-------- TASK INPUTS

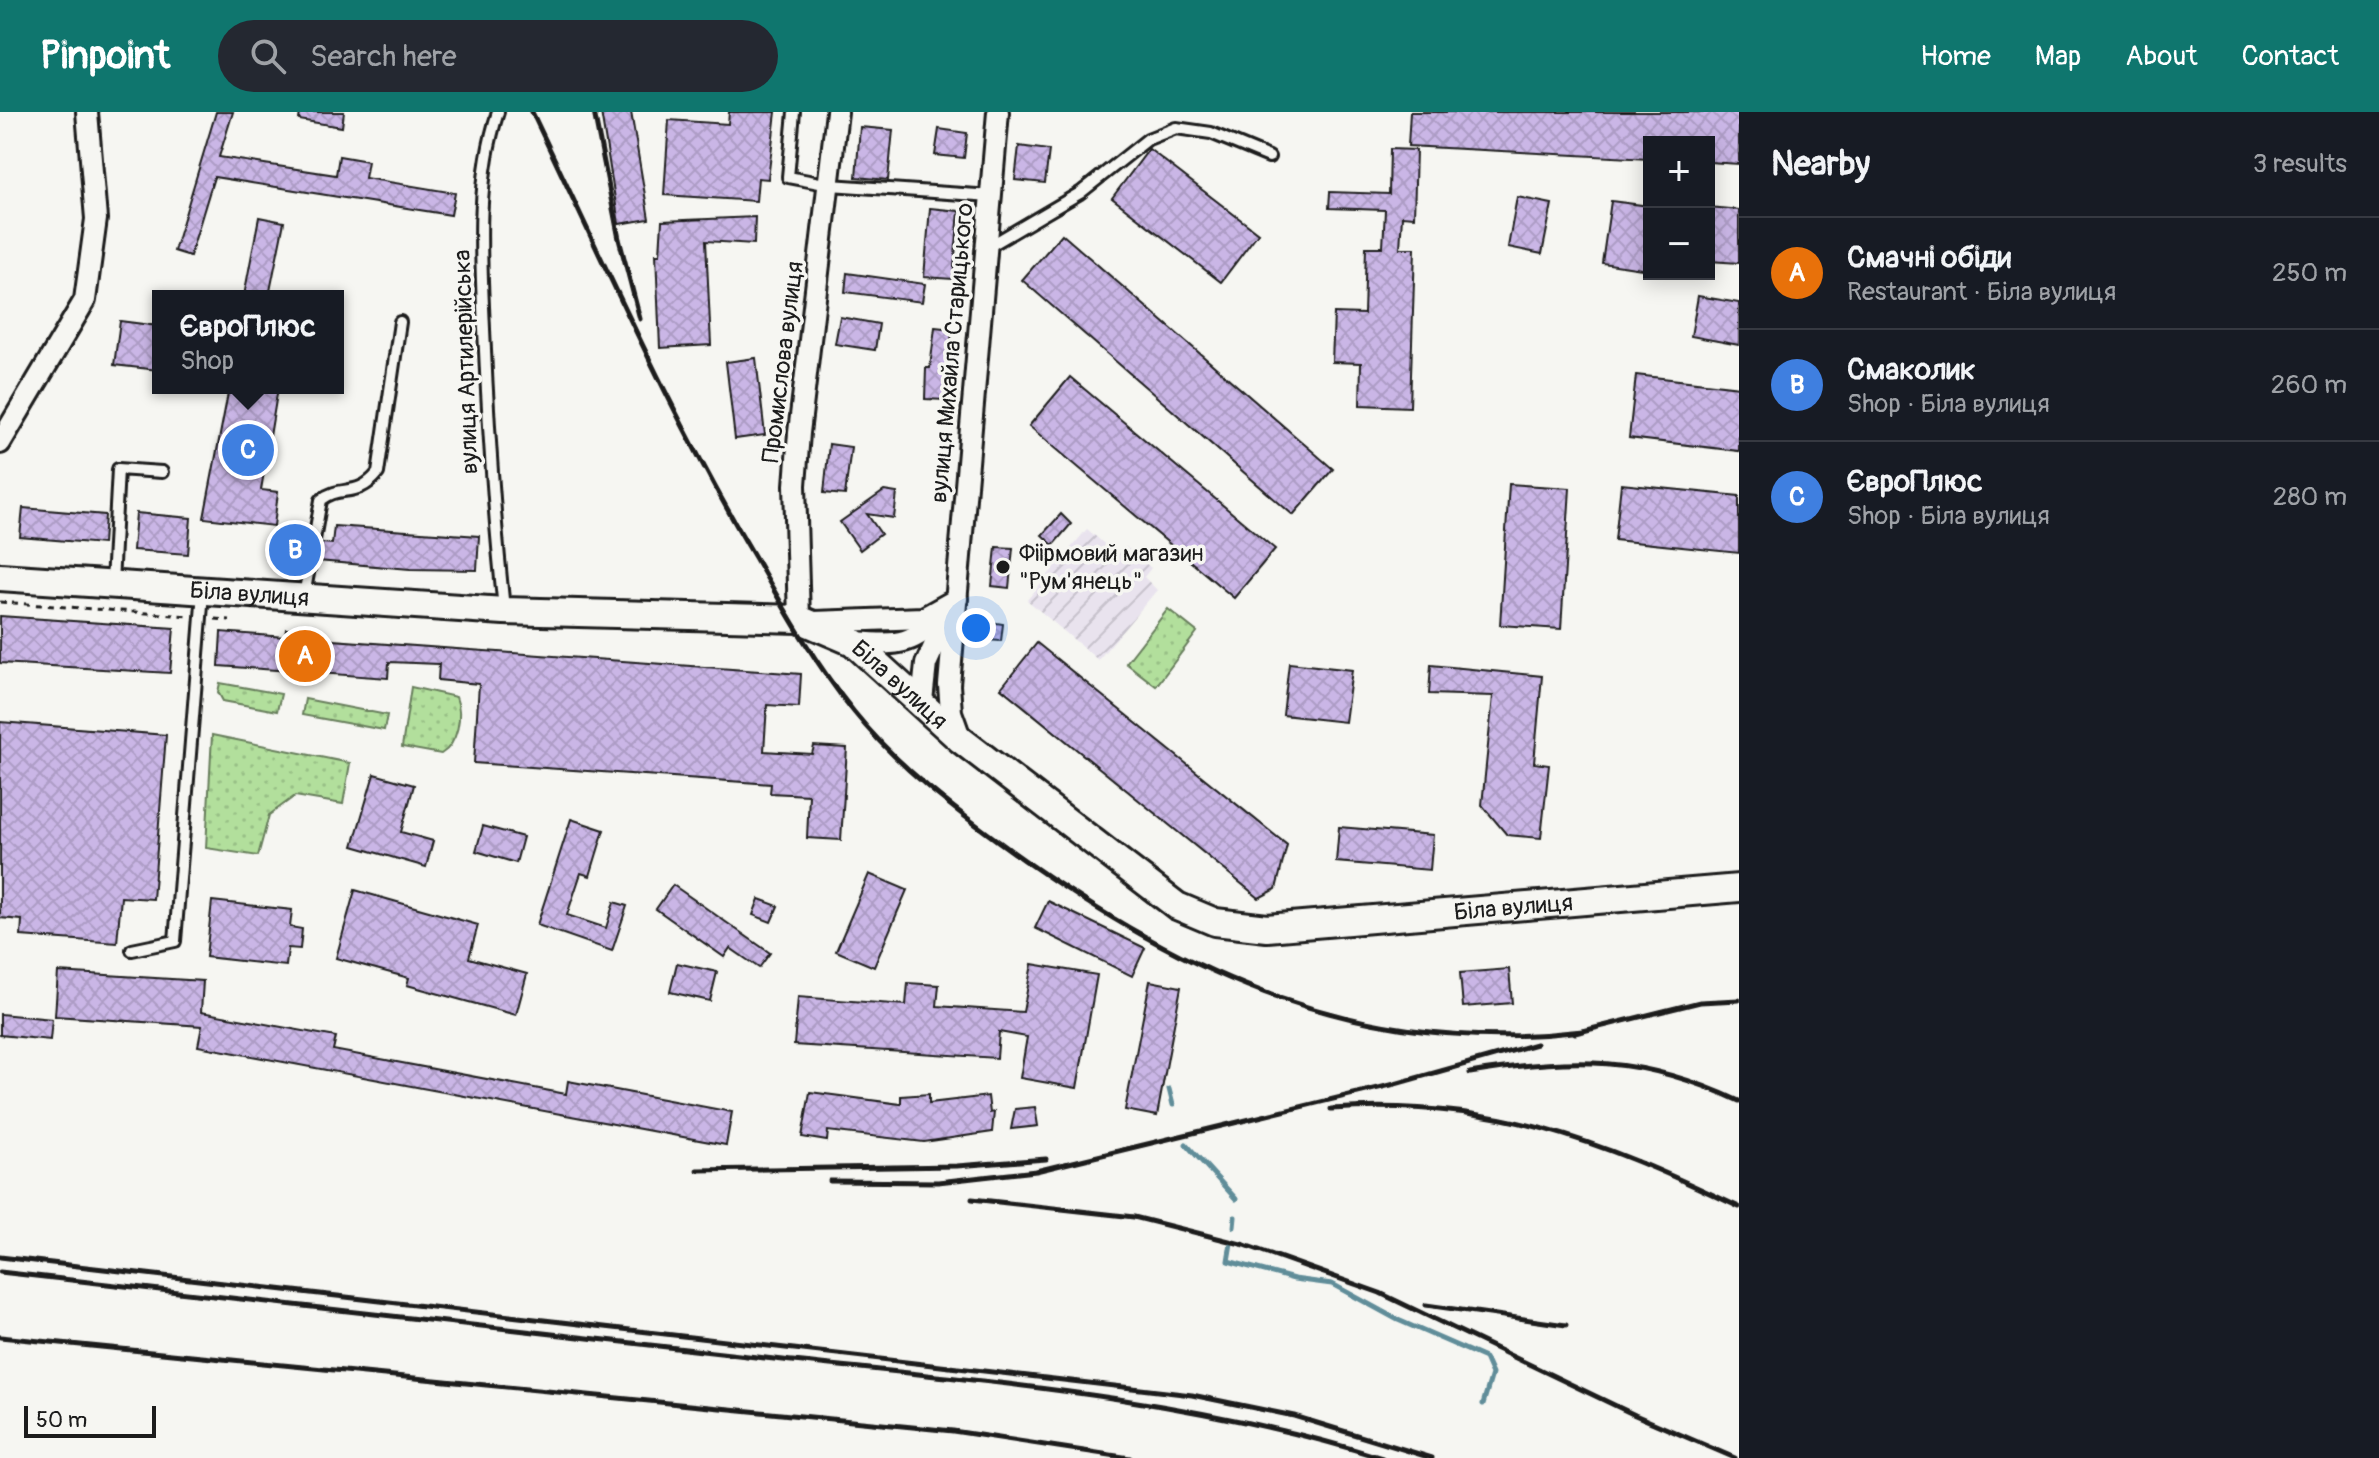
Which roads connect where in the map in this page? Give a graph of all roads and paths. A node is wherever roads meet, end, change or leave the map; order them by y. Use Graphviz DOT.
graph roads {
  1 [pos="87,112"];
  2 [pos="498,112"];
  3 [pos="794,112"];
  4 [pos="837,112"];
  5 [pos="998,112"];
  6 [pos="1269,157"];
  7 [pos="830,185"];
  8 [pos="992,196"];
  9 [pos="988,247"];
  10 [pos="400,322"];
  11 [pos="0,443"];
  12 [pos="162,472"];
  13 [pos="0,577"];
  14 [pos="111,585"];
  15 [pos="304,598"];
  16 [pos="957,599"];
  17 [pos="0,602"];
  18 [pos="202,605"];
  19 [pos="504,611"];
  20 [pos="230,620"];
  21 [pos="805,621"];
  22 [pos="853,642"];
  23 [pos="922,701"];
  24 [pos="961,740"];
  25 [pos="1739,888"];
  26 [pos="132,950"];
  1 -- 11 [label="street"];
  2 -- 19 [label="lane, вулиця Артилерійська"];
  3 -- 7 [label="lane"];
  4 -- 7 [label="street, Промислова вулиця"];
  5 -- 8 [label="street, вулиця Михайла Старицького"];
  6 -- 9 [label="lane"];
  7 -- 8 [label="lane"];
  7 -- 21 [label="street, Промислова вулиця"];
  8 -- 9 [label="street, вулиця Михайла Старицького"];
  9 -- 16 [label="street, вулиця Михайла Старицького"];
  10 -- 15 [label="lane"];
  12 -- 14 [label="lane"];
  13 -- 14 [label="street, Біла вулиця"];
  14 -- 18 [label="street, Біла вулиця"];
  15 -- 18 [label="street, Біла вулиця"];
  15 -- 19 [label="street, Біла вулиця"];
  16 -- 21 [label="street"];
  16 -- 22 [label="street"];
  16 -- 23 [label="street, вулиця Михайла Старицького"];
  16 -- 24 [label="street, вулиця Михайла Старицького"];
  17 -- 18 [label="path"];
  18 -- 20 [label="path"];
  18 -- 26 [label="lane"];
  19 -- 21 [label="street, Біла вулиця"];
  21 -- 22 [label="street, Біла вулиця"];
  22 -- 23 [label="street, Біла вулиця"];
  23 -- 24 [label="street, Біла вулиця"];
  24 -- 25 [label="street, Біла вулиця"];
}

----------------

Copy out each line of the entries where the word "graph" is found.

Which roads connect where in the map in this page? Give a graph of all roads and paths. A node is wherever roads meet, end, change or leave the map; order them by y. Use Graphviz DOT.
graph roads {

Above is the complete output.